One key takeaway? Give your mom her way.
As someone who just got married recently, I can assure that while falling in love and getting hitched are easy, planning a wedding can be a nightmare. It not only consumes months of your life, but consumes it in such a way that some days you find yourself on the brink of insanity wondering, "Is this the day I will finally lose it?!"
We talked to a few engaged and recently married women about some of the lessons they learned from planning their own wedding, and these are the lessons we'd like to impart unto you.
1. Think Twice About Destination Weddings.
This tidbit comes from me. I had my wedding in Paris. A Paris wedding is great in theory, but when it comes down to getting everyone there, dealing with those who can’t afford to come and how awful they feel about that, as well as making sure everyone feels comfortable in a foreign city that they may have never been to before, it’s just extra stress. Sure, those who were able to make it will love that you gave them yet another reason to go Paris, but the week of people flying in and out and getting situated can do a number on your nerves, as if you don’t already have a long list of concerns.

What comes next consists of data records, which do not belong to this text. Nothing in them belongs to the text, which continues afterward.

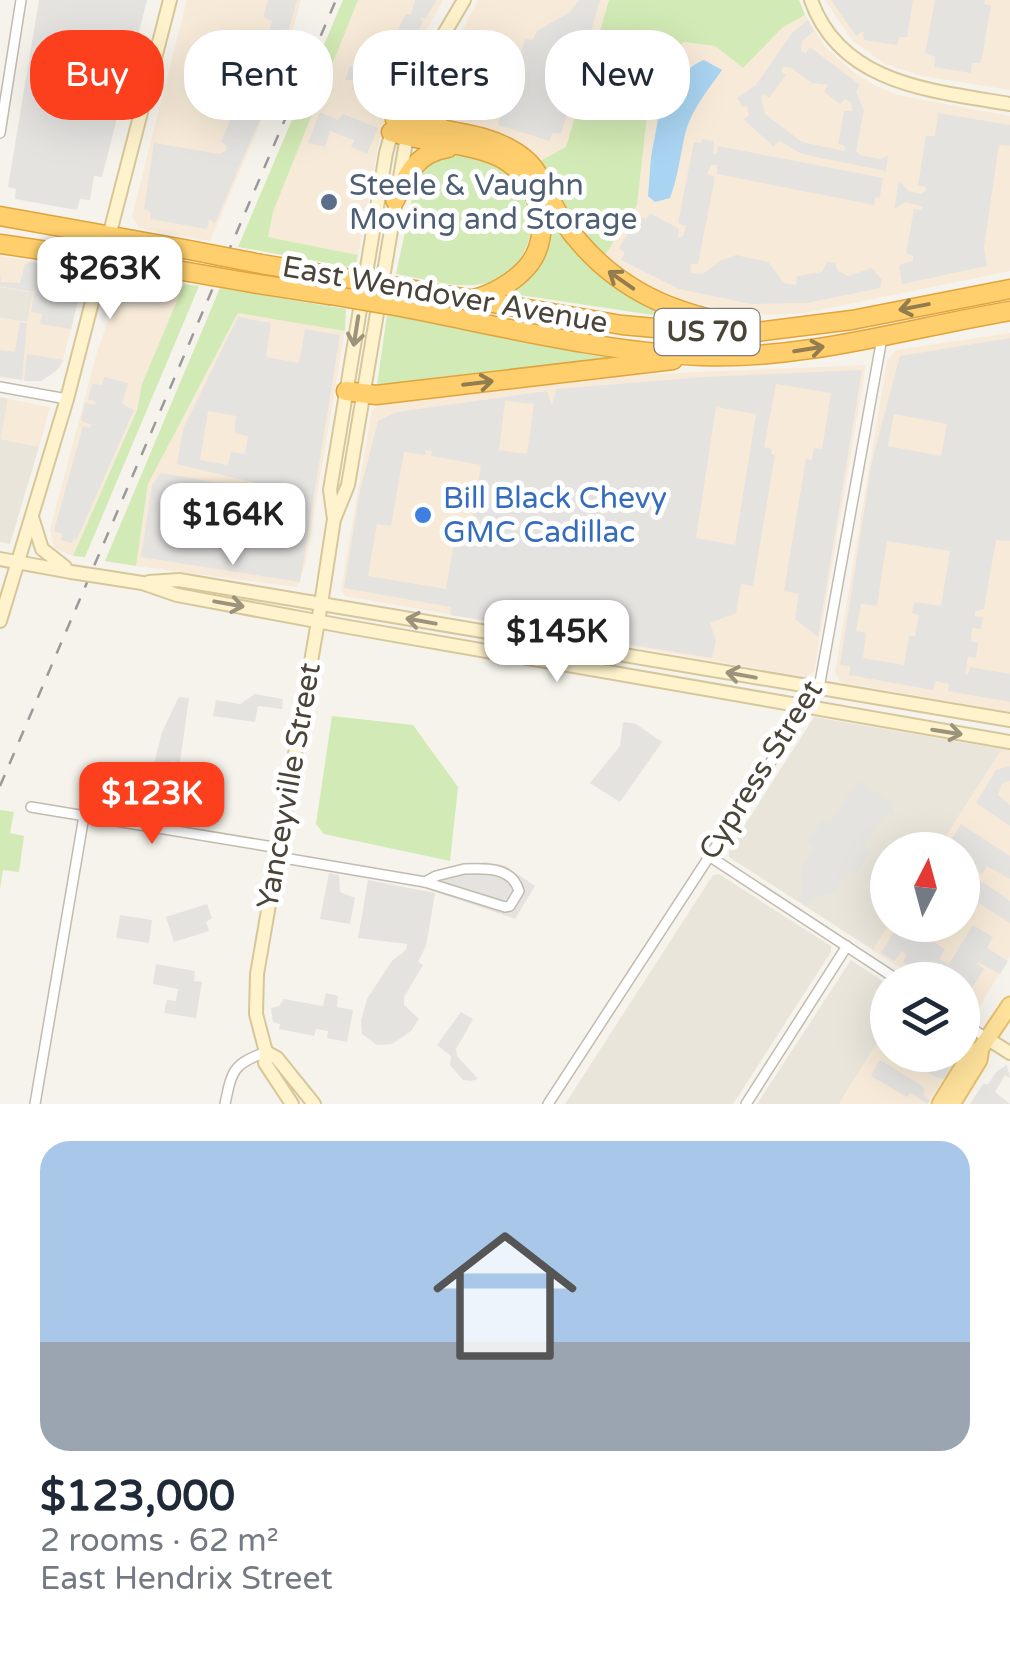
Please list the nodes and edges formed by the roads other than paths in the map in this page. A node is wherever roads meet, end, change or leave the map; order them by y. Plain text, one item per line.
1 (21, 0) edge
2 (170, 0) edge
3 (464, 0) edge
4 (811, 0) edge
5 (446, 30) edge
6 (1010, 104) edge
7 (404, 120) edge
8 (429, 120) edge
9 (401, 128) junction
10 (0, 133) edge
11 (453, 139) junction
12 (395, 200) junction
13 (0, 216) edge
14 (111, 237) junction
15 (0, 244) edge
16 (105, 261) junction
17 (1010, 289) edge
18 (403, 298) junction
19 (469, 300) junction
20 (1010, 311) edge
21 (778, 330) junction
22 (882, 337) junction
23 (703, 356) junction
24 (0, 388) edge
25 (354, 392) junction
26 (67, 400) junction
27 (32, 518) junction
28 (0, 559) edge
29 (20, 562) junction
30 (71, 572) junction
31 (142, 583) junction
32 (321, 604) junction
33 (318, 620) junction
34 (0, 621) edge
35 (819, 688) junction
36 (910, 703) junction
37 (805, 708) junction
38 (1010, 720) edge
39 (884, 721) junction
40 (1010, 742) edge
41 (31, 807) dead end
42 (84, 816) junction
43 (278, 852) junction
44 (709, 856) junction
45 (425, 882) junction
46 (847, 946) junction
47 (871, 962) edge
48 (1010, 1005) edge
49 (980, 1039) edge
50 (984, 1043) junction
51 (266, 1052) junction
52 (1010, 1053) edge
53 (35, 1104) edge
54 (226, 1104) edge
55 (292, 1104) edge
56 (314, 1104) edge
57 (548, 1104) edge
58 (746, 1104) edge
59 (940, 1104) edge
60 (952, 1104) edge

1 - 10 street
2 - 14 main road
3 - 5 main road, Yanceyville Street
4 - 6 main road
7 - 9 main road, Yanceyville Street
8 - 11 highway
9 - 11 highway
9 - 12 main road, Yanceyville Street
9 -> 25 main road, Yanceyville Street
11 - 12 highway
11 - 19 highway
21 -> 11 highway
12 - 25 main road, Yanceyville Street
13 - 14 highway, East Wendover Avenue / US 70
14 - 16 main road
14 - 18 highway, East Wendover Avenue / US 70, bridge
15 - 16 highway, East Wendover Avenue / US 70
16 - 18 highway, East Wendover Avenue / US 70, bridge
16 - 26 main road
17 -> 21 highway, East Wendover Avenue / US 70
18 - 19 highway, East Wendover Avenue / US 70
18 - 23 highway, East Wendover Avenue / US 70
19 - 21 highway, East Wendover Avenue / US 70
20 - 22 highway, East Wendover Avenue / US 70
23 -> 22 highway, East Wendover Avenue / US 70
22 - 35 street, Cypress Street
25 -> 23 highway
24 - 26 street
25 - 32 main road, Yanceyville Street
26 - 27 main road
27 - 29 main road
27 - 30 main road
28 - 29 main road
29 - 30 main road
29 - 34 main road
30 - 31 main road, bridge
31 - 32 main road
31 -> 33 main road
32 - 33 main road, Yanceyville Street
35 -> 32 main road
33 - 37 main road
33 - 43 main road, Yanceyville Street
35 - 36 main road
35 - 37 street, Cypress Street
36 - 38 main road
36 - 39 main road
37 - 39 main road
37 - 44 street, Cypress Street
39 -> 40 main road
41 - 42 street
42 - 43 street
42 - 53 street
43 - 45 street
43 - 51 main road, Yanceyville Street
44 - 46 street
44 - 57 street, Cypress Street
45 - 45 street
46 - 47 street
46 - 58 street
48 - 50 main road
49 - 50 street
50 - 52 main road
50 - 59 main road
50 - 60 main road
51 - 54 street
51 - 55 main road, Yanceyville Street
51 - 56 main road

2. Don't Get Married On Anyone's Birthday.
My friend Kelsey, 32, made the very, very horrible mistake of getting married on her now-husband's mother's birthday. As someone who was at the wedding and witnessed the sulking that went on by this grown woman, it was, well, tragic. "She still holds it over my head and accuses me of stealing her not just her son, but her birthday," says Kelsey.
3. Give Your Mom Her Way.
"It doesn't matter what she demands," says Lyndsay, 34, "Moms are crazy and have really wacky ideas ... but let them have it — some will turn out great. My mom cut up her wedding dress and tuned it into a card box, the ring pillow and the wedding scrap book!" I have to second this. My mom pushed for the Paris wedding, and she was paying and being crazy, as Lyndsay mentioned, so I just went with it.
4. Get A Wedding Planner!
This seemed to be the consensus of all the ladies. As Molly, 35, explains, "Weddings are too expensive, and then we try and do everything ourselves — spend a little extra and get someone to carry that stress so you don't have too." As my sister Jennie, 32, adds, "And the importance of a wedding planner is so you don't have to jump in the shower 37 minutes before you walk down the aisle." Lauren Metz, YourTango Entertainment Director, suggests getting a wedding planner with similar taste as yours. "She'll 'get' your style and vision."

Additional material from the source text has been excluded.